With generative AI tools, individuals, from students to professionals, can present ideas with clarity, structure, and certainty without the same depth of knowledge or experience that was previously required. This shift is not only changing how expertise is perceived, it is beginning to influence how decisions are made and who gets trusted.

Generative AI has effectively separated confidence from competence by making fluent, structured language instantly accessible.
The Rise of AI-Generated Confidence
Effortless fluency at scale
Generative AI produces language that is consistent, composed, and decisive. This creates a baseline of communication where hesitation, doubt, and rough thinking are edited out before they are ever seen.
Confidence as a default setting
AI-generated responses rarely signal uncertainty unless explicitly asked to. As a result, users begin to mirror this tone, presenting ideas with a level of certainty that is not always internally grounded.
Impact on Decision-Making and Team Dynamics
Faster alignment, weaker scrutiny
Well-presented ideas are easier to agree with. In meetings and collaborative settings, this can accelerate alignment around suggestions that feel clear and complete, even when they have not been fully examined.
Shift in who influences outcomes
Those who can produce clean, structured responses quickly gain more influence in discussions. This does not always correlate with better judgment or deeper understanding, but it shapes whose voice carries weight.
Reduced tolerance for unfinished thinking
Rough ideas, partial insights, and evolving thoughts become less visible. Over time, this can discourage exploration and early-stage thinking, because only refined output feels acceptable to share.
Navigating the New Landscape
Create space for incomplete thinking
Not all valuable ideas arrive fully formed. Encouraging drafts, questions, and uncertainty helps preserve real exploration.

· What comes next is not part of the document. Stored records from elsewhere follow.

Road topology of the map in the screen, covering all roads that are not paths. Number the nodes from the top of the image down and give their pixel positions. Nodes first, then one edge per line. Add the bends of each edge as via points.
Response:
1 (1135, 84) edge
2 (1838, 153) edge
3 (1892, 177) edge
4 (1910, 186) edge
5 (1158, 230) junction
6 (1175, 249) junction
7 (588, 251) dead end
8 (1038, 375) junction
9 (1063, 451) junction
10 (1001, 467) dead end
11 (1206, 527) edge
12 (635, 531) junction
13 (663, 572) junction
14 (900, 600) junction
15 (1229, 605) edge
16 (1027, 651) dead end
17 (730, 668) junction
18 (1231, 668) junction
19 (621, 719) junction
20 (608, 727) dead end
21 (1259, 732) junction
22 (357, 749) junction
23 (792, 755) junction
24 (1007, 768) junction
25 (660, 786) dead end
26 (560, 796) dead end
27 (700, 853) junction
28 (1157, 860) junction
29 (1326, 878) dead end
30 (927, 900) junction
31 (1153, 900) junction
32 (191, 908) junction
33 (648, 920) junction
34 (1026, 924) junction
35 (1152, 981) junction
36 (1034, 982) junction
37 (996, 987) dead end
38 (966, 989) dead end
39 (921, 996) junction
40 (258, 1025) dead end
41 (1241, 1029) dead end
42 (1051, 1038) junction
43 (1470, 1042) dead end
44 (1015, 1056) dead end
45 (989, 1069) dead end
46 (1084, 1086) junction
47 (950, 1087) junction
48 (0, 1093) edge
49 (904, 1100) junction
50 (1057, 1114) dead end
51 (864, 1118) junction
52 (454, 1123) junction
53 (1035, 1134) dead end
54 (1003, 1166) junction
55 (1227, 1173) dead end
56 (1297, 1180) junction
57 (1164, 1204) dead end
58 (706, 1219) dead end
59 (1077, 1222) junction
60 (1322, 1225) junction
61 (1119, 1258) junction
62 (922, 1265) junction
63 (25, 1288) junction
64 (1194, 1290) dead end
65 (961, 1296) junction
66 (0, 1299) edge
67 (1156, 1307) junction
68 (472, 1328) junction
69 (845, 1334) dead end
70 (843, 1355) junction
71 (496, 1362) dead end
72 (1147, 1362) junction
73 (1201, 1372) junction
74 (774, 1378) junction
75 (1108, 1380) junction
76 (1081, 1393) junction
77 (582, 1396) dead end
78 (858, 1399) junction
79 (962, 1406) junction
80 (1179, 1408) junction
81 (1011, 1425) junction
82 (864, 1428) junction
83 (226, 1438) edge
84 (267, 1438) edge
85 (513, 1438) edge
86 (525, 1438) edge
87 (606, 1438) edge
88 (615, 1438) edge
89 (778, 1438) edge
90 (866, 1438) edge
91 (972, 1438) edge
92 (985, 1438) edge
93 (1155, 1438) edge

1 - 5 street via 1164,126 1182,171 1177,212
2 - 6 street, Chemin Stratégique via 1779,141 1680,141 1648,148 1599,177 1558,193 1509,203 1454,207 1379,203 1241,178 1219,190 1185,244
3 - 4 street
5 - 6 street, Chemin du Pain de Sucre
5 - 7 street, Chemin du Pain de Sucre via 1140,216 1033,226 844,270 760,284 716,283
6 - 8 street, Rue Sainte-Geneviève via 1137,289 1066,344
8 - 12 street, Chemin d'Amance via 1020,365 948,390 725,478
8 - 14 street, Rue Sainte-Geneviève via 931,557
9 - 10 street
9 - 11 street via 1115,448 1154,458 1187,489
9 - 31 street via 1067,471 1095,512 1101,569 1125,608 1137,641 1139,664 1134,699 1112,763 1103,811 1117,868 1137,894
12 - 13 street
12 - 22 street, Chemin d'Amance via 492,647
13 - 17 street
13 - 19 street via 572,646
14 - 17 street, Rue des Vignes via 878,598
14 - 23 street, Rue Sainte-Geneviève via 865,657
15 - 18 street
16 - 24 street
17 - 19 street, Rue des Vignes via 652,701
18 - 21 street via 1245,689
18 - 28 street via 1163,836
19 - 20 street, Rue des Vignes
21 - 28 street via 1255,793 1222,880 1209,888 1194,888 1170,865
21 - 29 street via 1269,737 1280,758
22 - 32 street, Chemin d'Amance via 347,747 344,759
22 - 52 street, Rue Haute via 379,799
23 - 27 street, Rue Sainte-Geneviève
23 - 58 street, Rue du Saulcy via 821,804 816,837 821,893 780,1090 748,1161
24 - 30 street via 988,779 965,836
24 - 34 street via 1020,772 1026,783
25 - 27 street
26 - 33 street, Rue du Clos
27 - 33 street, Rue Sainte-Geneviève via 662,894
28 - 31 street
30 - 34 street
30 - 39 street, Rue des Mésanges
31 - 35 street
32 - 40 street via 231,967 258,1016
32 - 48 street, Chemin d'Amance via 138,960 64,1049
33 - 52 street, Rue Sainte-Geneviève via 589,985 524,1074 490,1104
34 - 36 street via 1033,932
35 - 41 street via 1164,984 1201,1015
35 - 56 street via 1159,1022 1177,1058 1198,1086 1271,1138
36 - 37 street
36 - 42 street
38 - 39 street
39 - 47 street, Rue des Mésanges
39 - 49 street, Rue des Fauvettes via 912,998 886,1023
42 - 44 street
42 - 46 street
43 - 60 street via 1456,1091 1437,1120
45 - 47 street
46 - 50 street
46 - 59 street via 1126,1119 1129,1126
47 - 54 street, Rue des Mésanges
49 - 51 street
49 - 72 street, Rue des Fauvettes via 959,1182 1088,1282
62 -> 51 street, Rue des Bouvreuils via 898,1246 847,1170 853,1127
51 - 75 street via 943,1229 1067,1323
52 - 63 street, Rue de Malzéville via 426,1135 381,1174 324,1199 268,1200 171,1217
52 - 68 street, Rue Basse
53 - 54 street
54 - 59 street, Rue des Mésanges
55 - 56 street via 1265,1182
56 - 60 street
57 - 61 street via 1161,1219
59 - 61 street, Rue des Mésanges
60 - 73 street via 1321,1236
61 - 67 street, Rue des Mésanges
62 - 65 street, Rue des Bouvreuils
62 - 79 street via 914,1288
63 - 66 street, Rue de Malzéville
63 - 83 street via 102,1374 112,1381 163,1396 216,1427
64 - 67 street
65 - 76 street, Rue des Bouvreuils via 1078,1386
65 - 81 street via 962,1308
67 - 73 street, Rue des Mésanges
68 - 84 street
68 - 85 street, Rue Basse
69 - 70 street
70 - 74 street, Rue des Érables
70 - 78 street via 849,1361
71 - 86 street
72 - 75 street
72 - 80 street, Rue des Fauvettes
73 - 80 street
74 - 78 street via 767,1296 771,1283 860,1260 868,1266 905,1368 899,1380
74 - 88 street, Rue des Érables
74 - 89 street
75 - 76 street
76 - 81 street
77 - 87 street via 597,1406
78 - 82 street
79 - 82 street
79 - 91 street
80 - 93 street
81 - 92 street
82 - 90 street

Separate clarity from validity
AI-assisted communication makes ideas easier to process, but clarity does not guarantee correctness. Evaluation still requires deliberate scrutiny.
Pay attention to internal calibration
When everything you produce sounds coherent, it becomes harder to notice what you do not fully understand. A simple test helps: can the idea hold when the tool is removed?
Generative AI has changed the surface of communication. It has made confident expression widely accessible and consistently polished.
Confidence is now cheap. Evaluation is not.
What remains unevenly distributed is judgment, the ability to question, to pause, and to recognise when something only appears complete.